++++ Provided information

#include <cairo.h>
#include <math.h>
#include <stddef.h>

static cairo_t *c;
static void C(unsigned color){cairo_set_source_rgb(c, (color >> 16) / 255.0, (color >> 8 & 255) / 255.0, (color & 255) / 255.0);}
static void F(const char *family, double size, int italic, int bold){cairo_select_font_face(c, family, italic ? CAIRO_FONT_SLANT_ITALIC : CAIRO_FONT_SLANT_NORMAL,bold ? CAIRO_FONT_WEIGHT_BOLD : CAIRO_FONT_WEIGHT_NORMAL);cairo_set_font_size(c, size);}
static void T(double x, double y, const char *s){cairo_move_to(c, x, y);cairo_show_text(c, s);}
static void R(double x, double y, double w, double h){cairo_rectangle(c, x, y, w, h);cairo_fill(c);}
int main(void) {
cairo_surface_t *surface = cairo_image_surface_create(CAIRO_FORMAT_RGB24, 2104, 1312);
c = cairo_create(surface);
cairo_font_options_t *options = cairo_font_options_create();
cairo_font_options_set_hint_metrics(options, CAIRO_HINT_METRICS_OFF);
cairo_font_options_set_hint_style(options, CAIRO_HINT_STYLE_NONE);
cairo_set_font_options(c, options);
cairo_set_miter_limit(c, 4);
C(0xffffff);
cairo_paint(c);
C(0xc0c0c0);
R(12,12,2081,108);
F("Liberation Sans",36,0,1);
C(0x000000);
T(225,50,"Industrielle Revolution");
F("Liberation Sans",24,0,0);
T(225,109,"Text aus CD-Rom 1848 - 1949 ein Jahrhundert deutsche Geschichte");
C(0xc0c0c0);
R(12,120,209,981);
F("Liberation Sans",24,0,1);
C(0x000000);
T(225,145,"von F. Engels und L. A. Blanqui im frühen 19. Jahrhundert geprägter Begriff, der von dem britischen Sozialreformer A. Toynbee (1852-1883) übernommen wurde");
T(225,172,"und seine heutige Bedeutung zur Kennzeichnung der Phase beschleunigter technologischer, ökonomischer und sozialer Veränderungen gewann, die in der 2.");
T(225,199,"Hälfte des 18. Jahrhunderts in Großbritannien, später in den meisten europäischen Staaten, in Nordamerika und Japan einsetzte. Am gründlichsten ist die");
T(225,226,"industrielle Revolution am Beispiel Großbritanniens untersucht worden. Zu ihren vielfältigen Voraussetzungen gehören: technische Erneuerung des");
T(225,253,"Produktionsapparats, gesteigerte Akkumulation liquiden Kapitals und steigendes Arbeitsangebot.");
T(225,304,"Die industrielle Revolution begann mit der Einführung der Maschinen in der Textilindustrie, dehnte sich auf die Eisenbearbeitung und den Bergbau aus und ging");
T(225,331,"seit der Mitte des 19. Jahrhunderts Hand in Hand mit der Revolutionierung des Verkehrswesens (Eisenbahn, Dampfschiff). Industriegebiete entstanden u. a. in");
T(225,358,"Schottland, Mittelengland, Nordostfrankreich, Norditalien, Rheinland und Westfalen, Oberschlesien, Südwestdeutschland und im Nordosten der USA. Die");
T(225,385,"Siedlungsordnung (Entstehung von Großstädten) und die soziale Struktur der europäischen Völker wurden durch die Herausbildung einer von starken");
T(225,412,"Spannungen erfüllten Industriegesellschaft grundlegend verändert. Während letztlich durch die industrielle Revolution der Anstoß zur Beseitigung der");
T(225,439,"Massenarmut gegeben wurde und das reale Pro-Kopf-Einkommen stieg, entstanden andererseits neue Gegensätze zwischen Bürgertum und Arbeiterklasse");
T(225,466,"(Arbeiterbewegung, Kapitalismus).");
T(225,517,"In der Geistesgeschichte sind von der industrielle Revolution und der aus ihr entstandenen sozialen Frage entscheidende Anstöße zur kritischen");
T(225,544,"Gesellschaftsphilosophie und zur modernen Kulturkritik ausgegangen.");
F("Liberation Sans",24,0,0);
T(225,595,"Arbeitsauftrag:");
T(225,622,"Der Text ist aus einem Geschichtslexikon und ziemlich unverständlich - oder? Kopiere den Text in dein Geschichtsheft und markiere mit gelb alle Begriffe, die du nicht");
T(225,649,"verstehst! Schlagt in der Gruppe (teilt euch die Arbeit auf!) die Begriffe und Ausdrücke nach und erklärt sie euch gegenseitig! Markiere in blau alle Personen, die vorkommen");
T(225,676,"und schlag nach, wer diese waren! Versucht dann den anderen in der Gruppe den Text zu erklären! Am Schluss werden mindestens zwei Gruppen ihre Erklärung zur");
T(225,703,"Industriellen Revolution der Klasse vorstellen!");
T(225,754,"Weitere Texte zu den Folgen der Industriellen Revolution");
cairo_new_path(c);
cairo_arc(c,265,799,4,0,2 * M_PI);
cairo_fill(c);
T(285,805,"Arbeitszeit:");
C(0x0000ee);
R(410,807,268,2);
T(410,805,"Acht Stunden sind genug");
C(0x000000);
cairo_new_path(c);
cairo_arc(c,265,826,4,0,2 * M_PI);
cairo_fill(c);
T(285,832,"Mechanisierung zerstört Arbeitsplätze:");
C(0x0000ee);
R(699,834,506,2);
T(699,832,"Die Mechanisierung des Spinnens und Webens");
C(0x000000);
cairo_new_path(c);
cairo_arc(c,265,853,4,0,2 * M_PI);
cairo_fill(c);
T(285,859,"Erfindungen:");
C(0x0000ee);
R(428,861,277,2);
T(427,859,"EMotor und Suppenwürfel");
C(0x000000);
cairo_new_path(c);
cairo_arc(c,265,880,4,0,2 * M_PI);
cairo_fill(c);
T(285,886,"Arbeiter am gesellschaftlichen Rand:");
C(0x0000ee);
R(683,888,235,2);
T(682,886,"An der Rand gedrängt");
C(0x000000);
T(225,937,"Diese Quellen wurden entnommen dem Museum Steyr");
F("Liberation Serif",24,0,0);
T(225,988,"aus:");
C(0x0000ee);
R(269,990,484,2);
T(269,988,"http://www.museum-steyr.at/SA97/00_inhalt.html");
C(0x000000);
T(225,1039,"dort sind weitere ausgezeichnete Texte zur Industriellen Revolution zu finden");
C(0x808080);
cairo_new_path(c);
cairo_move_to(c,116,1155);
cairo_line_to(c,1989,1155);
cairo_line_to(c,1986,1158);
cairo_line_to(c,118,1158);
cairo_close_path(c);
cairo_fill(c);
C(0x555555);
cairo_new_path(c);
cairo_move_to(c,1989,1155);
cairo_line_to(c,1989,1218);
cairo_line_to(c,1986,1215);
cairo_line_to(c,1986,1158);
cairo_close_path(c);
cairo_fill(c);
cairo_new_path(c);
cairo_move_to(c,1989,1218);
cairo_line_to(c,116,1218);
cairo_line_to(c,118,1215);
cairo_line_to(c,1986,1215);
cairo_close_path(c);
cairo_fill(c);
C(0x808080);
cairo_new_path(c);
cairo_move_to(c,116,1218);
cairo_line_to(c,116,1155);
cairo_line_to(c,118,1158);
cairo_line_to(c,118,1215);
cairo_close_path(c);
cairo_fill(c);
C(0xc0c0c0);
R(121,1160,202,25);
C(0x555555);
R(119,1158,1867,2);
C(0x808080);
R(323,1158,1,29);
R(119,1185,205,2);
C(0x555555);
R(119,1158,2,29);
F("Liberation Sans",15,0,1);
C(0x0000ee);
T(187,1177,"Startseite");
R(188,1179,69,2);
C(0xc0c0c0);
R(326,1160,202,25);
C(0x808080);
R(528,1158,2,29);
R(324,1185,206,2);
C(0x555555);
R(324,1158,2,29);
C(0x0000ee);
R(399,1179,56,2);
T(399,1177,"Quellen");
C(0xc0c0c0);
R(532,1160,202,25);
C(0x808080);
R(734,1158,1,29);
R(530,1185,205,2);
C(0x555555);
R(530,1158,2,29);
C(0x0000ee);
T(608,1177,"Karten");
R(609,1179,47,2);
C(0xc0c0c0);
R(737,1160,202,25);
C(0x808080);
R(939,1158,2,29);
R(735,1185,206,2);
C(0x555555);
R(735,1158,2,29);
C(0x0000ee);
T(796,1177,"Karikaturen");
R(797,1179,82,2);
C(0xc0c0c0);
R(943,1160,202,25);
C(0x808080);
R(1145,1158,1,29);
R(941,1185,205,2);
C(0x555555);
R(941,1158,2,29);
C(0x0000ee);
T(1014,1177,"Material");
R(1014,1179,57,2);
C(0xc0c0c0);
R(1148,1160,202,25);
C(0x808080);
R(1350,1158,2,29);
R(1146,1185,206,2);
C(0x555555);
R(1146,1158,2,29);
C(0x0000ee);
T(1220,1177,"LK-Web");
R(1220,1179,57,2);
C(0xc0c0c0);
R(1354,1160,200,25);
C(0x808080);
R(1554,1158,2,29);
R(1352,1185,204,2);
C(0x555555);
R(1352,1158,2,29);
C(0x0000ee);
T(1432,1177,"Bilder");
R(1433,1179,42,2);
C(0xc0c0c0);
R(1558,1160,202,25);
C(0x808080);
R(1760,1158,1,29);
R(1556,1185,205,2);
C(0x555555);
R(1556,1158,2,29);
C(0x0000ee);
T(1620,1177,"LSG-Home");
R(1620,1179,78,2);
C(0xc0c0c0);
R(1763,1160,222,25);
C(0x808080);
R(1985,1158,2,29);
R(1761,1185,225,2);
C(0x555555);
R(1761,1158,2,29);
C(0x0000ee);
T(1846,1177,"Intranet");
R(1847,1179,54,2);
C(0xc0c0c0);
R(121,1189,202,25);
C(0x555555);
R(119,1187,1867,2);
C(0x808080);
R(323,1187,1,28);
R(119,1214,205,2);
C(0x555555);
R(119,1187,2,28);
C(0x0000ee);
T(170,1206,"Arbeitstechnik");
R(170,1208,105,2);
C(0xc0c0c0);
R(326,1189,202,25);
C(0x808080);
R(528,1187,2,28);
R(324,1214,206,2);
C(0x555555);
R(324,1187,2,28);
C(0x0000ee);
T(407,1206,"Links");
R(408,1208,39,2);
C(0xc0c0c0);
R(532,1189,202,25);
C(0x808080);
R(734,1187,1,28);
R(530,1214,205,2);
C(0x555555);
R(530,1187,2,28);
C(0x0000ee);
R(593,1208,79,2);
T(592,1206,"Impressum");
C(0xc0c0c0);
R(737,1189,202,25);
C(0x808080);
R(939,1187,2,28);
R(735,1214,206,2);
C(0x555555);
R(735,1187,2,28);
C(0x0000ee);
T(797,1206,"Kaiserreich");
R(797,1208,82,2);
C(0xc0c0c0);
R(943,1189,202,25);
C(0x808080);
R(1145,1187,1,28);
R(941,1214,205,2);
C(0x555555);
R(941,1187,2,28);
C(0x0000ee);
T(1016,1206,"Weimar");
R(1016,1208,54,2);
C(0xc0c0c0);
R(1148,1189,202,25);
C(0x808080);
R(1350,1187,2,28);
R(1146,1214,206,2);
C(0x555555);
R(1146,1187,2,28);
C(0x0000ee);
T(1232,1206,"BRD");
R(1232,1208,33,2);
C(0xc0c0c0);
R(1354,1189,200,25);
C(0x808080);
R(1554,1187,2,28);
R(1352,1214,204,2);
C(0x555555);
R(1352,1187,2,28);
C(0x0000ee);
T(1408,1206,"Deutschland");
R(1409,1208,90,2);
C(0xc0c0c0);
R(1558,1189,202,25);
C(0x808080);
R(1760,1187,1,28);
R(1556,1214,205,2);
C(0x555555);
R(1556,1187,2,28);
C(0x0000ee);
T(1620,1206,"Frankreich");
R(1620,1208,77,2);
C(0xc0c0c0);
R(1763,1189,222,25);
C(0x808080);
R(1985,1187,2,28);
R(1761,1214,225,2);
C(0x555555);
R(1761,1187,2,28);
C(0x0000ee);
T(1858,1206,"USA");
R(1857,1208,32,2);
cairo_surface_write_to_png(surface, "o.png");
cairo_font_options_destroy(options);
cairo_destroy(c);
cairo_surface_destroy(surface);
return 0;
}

++++++++

**Work to complete:**
What you give back should be only the lines of the records above, starting at the line with "#include <stddef.h>" and ending at the line with "static void T(double", restated word for word.

**Written response:**
#include <stddef.h>

static cairo_t *c;
static void C(unsigned color){cairo_set_source_rgb(c, (color >> 16) / 255.0, (color >> 8 & 255) / 255.0, (color & 255) / 255.0);}
static void F(const char *family, double size, int italic, int bold){cairo_select_font_face(c, family, italic ? CAIRO_FONT_SLANT_ITALIC : CAIRO_FONT_SLANT_NORMAL,bold ? CAIRO_FONT_WEIGHT_BOLD : CAIRO_FONT_WEIGHT_NORMAL);cairo_set_font_size(c, size);}
static void T(double x, double y, const char *s){cairo_move_to(c, x, y);cairo_show_text(c, s);}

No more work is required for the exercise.